The quake, centered outside Kathmandu, was the worst to hit the South Asian nation in 80 years. It destroyed many neighborhoods in the capital city, severely damaged many temples and weakened buildings. Over 700 people died in Kathmandu alone.

A number of historic landmarks also collapsed. Among those was the Dharahara Tower (one of Kathmandu’s landmarks built by Nepal’s royal rulers in 1800s), some temples and parts of what was once a royal palace, listed as UNESCO world heritage site.

Rescuers and international teams spent Sunday digging through the wreckage of bricks, concrete slabs, iron beams and wood to find survivors. Because of the chalky dust-fused air, people wore breathing masks.

 India's National Disaster Response Force personnel look for survivors in a building, in Kathmandu, Nepal, Sunday, April 26, 2015. Sleeping in the streets and shell-shocked, Nepalese cremated the dead and dug through rubble for the missing Sunday, a day after a massive Himalayan earthquake devastated the region and destroyed homes and infrastructure.

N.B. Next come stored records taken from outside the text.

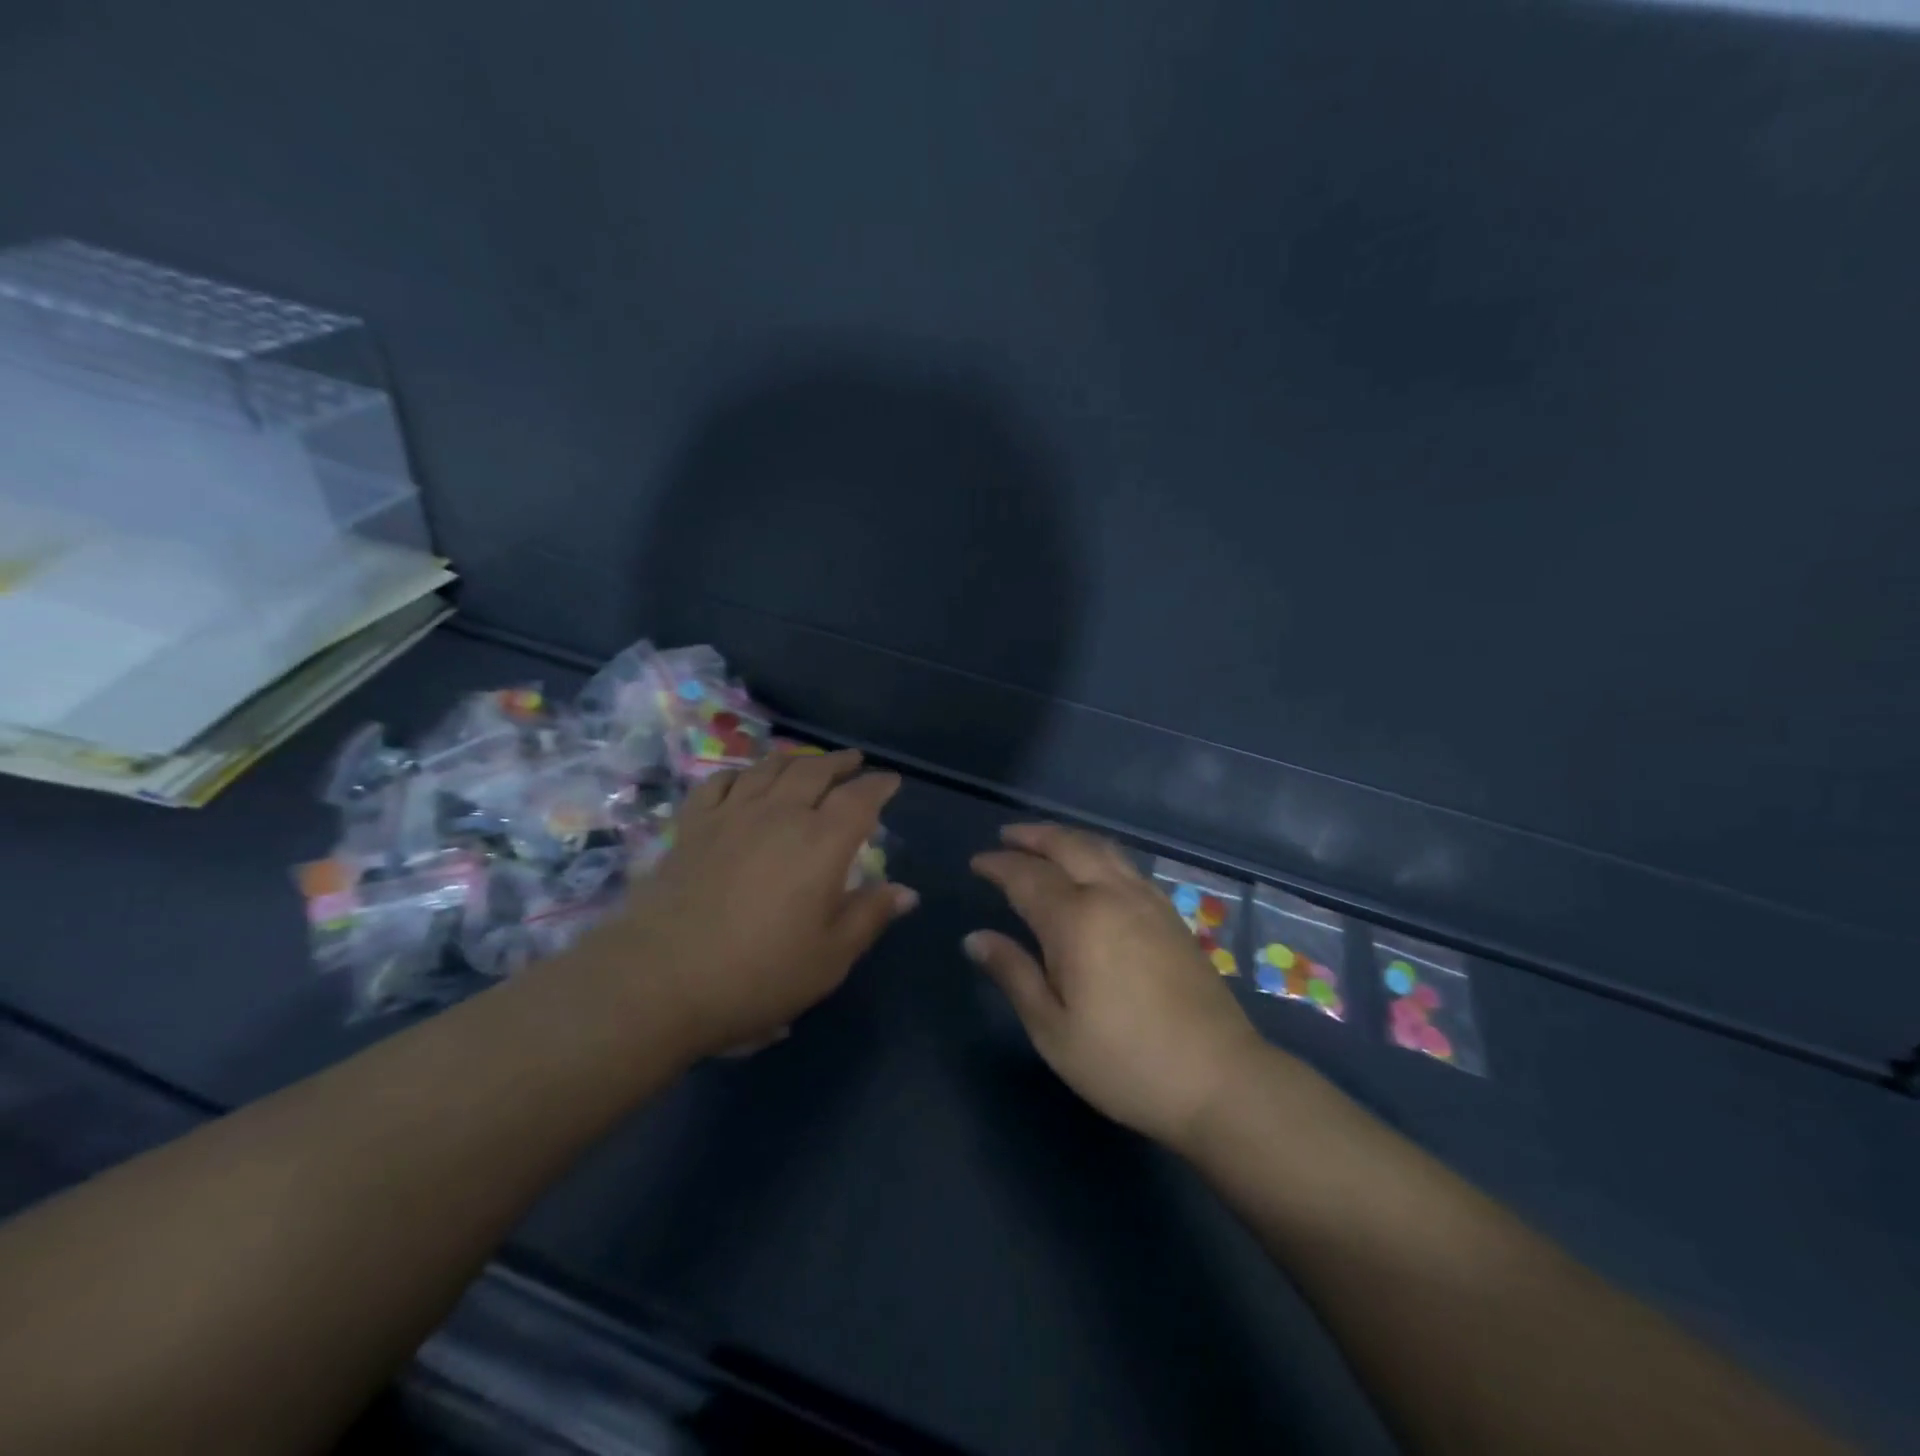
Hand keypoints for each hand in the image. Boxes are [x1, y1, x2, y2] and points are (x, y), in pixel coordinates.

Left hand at [575, 749, 916, 1059]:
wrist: (661, 979)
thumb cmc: (758, 974)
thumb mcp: (829, 957)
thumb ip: (869, 916)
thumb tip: (906, 891)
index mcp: (822, 843)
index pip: (859, 799)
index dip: (879, 785)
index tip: (891, 781)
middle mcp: (780, 815)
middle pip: (815, 772)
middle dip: (840, 763)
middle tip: (854, 761)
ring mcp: (731, 816)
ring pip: (769, 768)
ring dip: (795, 759)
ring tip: (807, 760)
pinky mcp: (692, 827)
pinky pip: (719, 783)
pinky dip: (740, 774)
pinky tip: (744, 779)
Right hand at [968, 825, 1268, 1148]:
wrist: (1219, 1079)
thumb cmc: (1123, 1062)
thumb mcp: (1053, 1029)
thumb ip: (1014, 974)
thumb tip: (976, 938)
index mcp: (1076, 920)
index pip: (1026, 876)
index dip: (998, 865)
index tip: (977, 863)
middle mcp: (1112, 895)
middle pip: (1068, 846)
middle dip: (1033, 836)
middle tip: (1006, 836)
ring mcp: (1147, 901)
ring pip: (1101, 849)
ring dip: (1067, 839)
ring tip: (1044, 843)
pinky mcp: (1171, 915)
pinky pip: (1125, 865)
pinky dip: (1097, 854)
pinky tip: (1093, 871)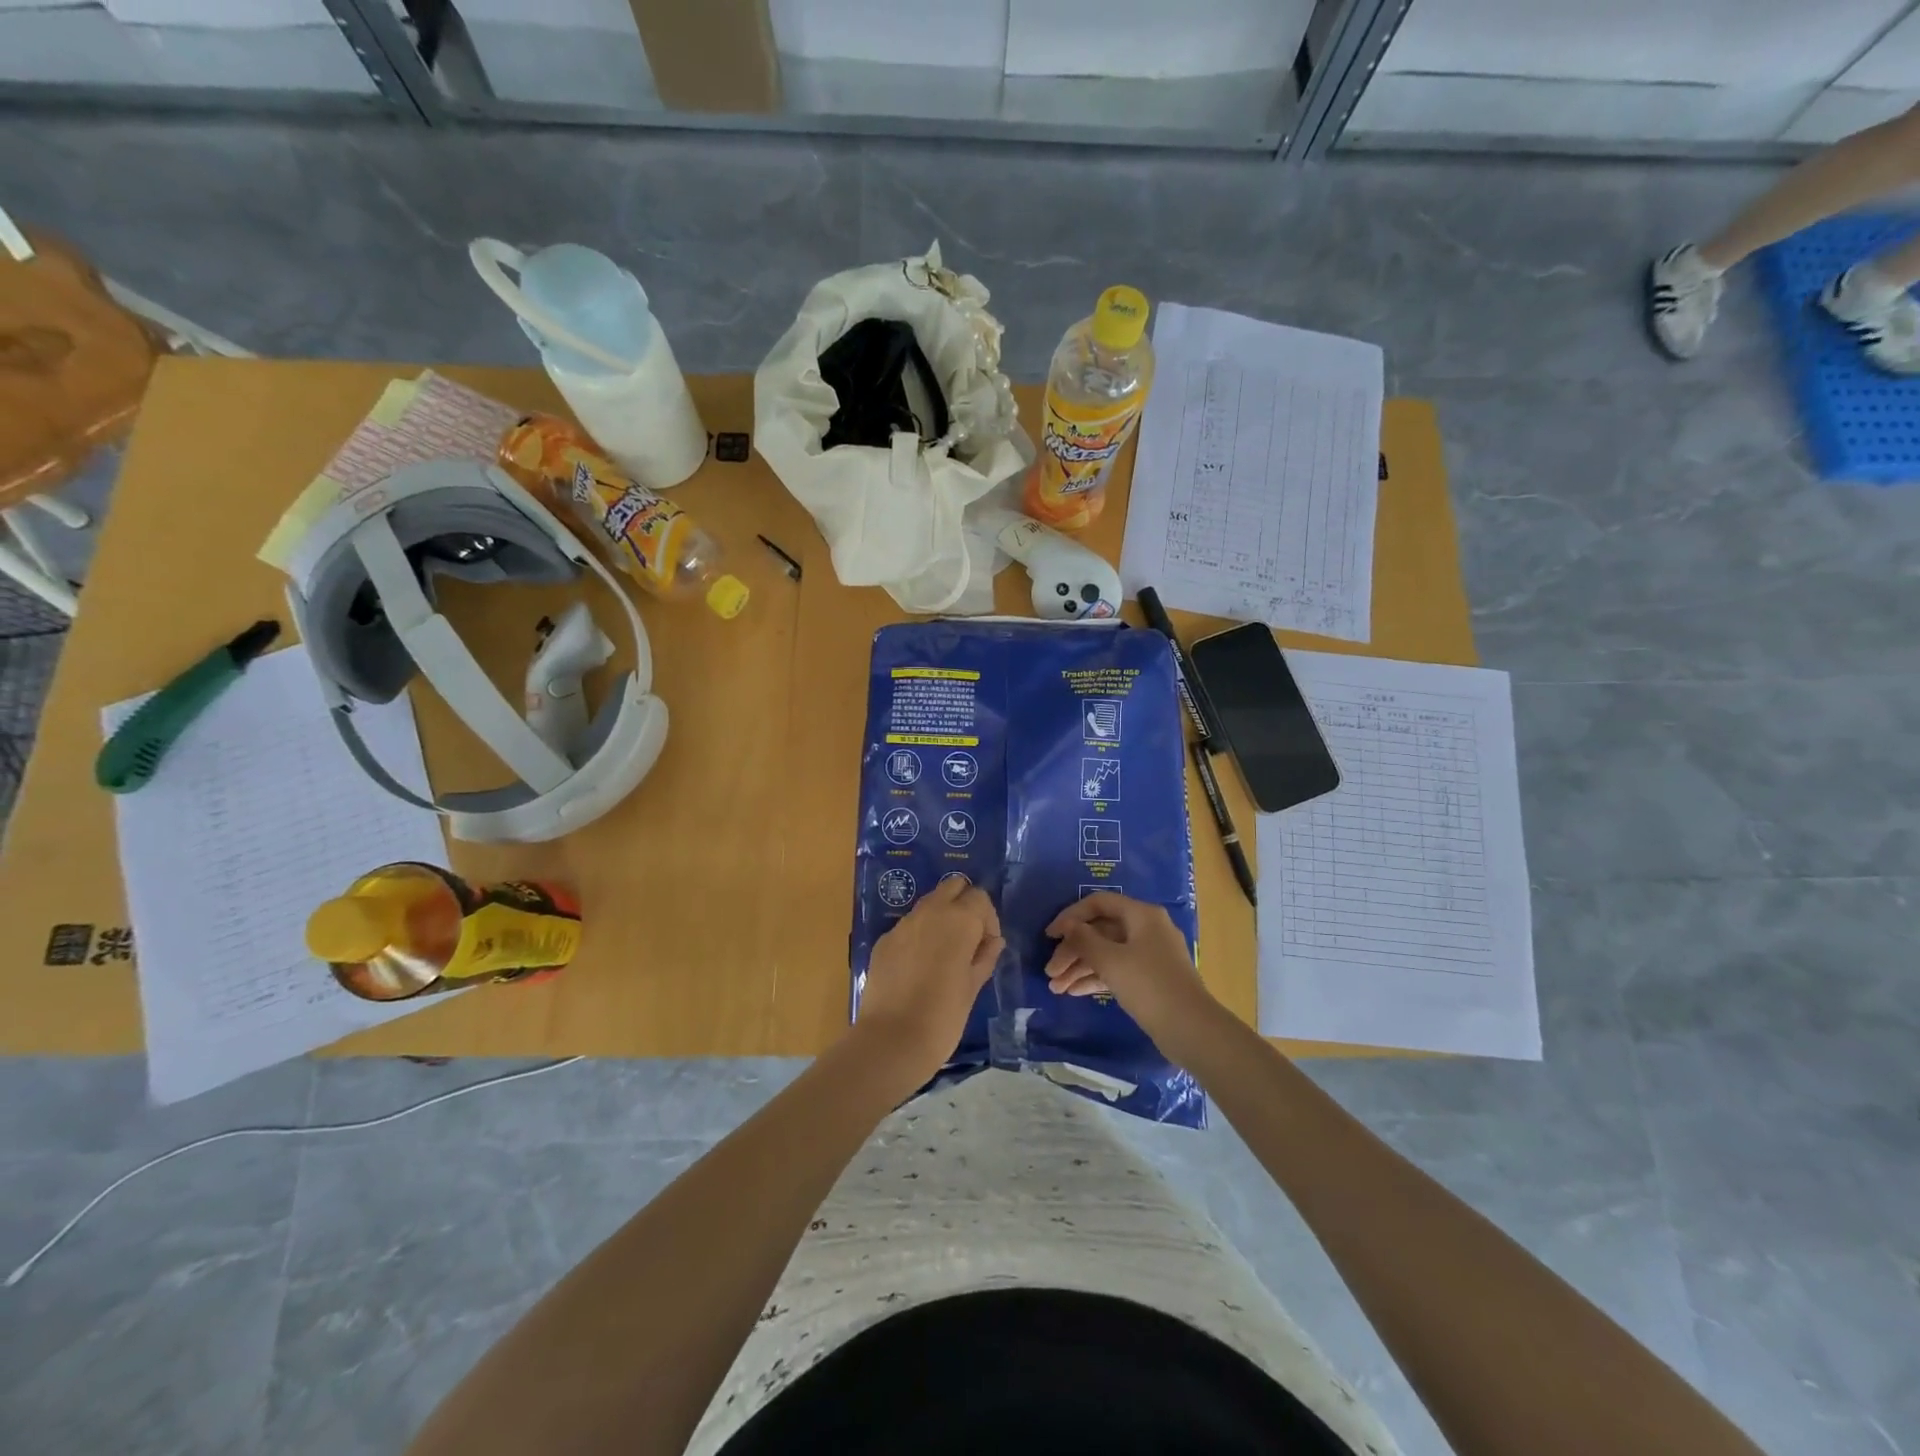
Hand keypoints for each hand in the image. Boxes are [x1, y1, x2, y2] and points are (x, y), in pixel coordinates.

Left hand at [855, 876, 1004, 1084]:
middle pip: (953, 886)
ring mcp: (903, 923)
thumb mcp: (973, 987)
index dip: (988, 919)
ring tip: (944, 952)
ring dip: (941, 916)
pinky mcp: (884, 940)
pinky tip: (919, 966)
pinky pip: (908, 925)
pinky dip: (919, 934)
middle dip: (964, 903)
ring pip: (928, 902)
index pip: (980, 897)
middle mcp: (930, 911)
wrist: (891, 1040)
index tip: (987, 946)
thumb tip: (993, 941)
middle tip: (967, 938)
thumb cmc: (943, 1016)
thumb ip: (985, 956)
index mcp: (959, 920)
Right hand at [1044, 893, 1221, 1064]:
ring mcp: (1149, 955)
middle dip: (1073, 950)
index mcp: (1141, 915)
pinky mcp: (1149, 979)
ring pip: (1107, 953)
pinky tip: (1073, 992)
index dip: (1071, 916)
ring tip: (1056, 988)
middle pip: (1100, 930)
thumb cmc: (1149, 985)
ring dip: (1080, 967)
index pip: (1099, 903)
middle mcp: (1146, 929)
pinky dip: (1096, 978)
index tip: (1049, 936)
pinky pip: (1117, 970)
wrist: (1191, 1029)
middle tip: (1050, 972)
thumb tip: (1068, 926)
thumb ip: (1084, 940)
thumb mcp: (1111, 960)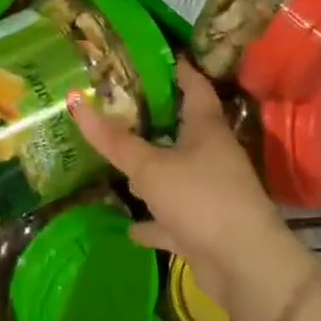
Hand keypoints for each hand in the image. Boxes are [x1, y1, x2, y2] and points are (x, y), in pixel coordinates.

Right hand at [69, 58, 290, 310]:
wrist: (245, 265)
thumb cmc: (200, 198)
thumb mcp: (150, 167)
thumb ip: (113, 140)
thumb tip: (75, 101)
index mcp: (206, 128)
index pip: (195, 86)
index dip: (178, 68)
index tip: (156, 55)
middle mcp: (211, 155)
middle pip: (183, 129)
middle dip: (154, 120)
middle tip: (118, 106)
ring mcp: (210, 192)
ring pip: (176, 174)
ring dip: (152, 172)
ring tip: (119, 163)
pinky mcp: (205, 227)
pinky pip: (173, 218)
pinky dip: (153, 221)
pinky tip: (130, 226)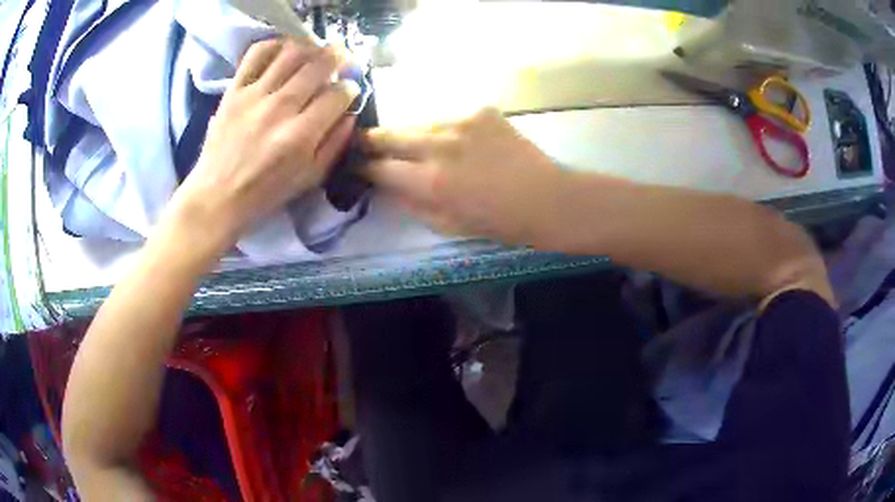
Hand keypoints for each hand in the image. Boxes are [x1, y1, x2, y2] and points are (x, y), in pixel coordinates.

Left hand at [167, 39, 359, 253]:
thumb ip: (335, 145)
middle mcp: (280, 108)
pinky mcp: (234, 90)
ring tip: (315, 53)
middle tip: (343, 58)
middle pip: (319, 65)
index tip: (349, 90)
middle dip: (339, 57)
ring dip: (311, 48)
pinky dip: (274, 44)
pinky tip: (284, 51)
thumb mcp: (309, 179)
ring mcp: (254, 95)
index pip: (337, 95)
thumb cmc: (265, 193)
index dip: (350, 88)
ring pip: (292, 53)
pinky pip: (256, 54)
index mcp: (301, 135)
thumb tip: (350, 113)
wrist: (217, 196)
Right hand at [363, 108, 564, 246]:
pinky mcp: (481, 111)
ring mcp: (461, 122)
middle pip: (390, 134)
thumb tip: (385, 186)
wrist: (547, 198)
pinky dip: (445, 130)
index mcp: (431, 182)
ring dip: (410, 134)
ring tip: (410, 142)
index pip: (380, 167)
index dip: (362, 166)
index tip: (354, 165)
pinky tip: (457, 141)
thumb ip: (411, 203)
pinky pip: (449, 118)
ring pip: (418, 123)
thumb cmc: (499, 222)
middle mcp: (440, 145)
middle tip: (362, 142)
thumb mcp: (448, 225)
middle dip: (371, 140)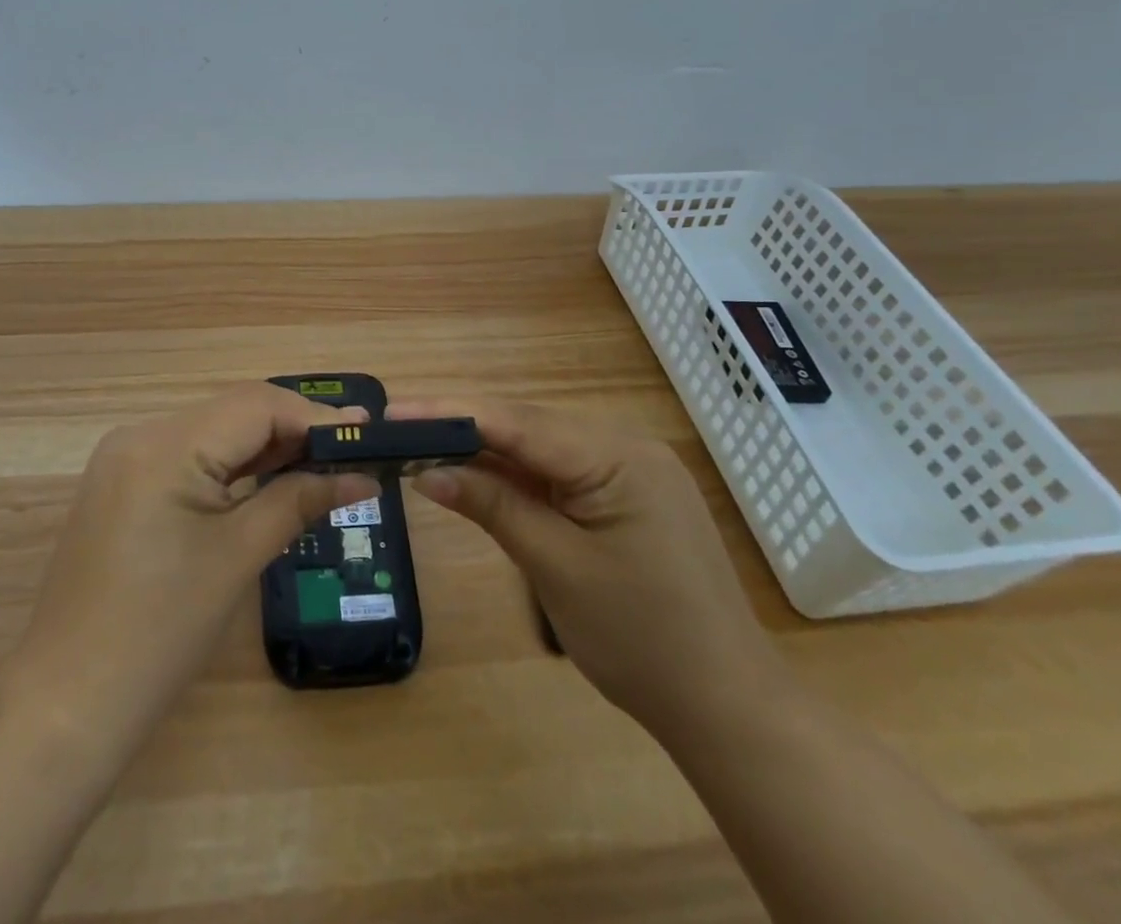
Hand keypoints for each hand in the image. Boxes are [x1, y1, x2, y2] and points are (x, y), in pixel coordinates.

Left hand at [14, 384, 379, 737]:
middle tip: (353, 450)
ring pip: (213, 432)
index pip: (255, 405)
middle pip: (233, 413)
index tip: (368, 430)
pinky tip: (268, 478)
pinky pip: (189, 457)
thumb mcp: (238, 557)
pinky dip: (232, 465)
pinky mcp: (122, 484)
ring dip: (266, 446)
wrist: (66, 704)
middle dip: (294, 429)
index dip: (314, 415)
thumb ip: (300, 501)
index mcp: (164, 444)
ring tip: (324, 462)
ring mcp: (125, 459)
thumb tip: (364, 475)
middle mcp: (140, 434)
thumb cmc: (160, 633)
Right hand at [392, 397, 783, 739]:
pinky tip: (478, 476)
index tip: (393, 412)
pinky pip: (560, 472)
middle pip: (527, 426)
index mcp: (618, 454)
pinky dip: (517, 477)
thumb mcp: (555, 567)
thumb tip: (427, 471)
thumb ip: (491, 506)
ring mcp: (630, 469)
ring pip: (541, 448)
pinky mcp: (627, 494)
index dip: (449, 413)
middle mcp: (626, 445)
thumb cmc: (641, 640)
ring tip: (424, 449)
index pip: (516, 421)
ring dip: (486, 452)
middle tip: (398, 431)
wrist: (727, 708)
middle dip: (462, 428)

India’s National Disaster Response Force personnel look for survivors in a building, in Kathmandu, Nepal, Sunday, April 26, 2015. Sleeping in the streets and shell-shocked, Nepalese cremated the dead and dug through rubble for the missing Sunday, a day after a massive Himalayan earthquake devastated the region and destroyed homes and infrastructure. <Photo=AP/Newsis>

The aftermath of the disaster has seen many people trying to leave Nepal due to safety reasons. One of those fleeing, along with his wife and daughter, said they were leaving with heavy hearts.

“It was a very difficult decision. I have called this home for seven years. But you have to think about the family, about your child.”

The quake is sure to affect the country’s economy as the impoverished nation mainly depended on tourism, especially Mount Everest, which is world’s highest mountain.

Nepali Information Minister Minendra Rijal said that there had been massive damage. “We need support from the various international agencies which are more knowledgeable and equipped to handle the kind of emergency we face now.”

The US is sending a disaster response team to Nepal and has released an initial $1m (£0.7m) to address immediate needs, the US aid agency USAid has said. The UK government has announced that it will donate £5m to help the rescue effort in Nepal. Other countries like Pakistan, India, Sri Lanka and China have also sent rescue teams and relief assistance to the quake-struck country.

Rescuers are digging through the rubble of collapsed structures, finding bodies and possible trapped survivors. Cell phones and other communication ways have been disrupted, and people have been spending their time on the streets, due to fear of further aftershocks. With nowhere to go, tens of thousands of survivors spent the nights on streets.

The earthquake was the worst in the nation’s history since 1934.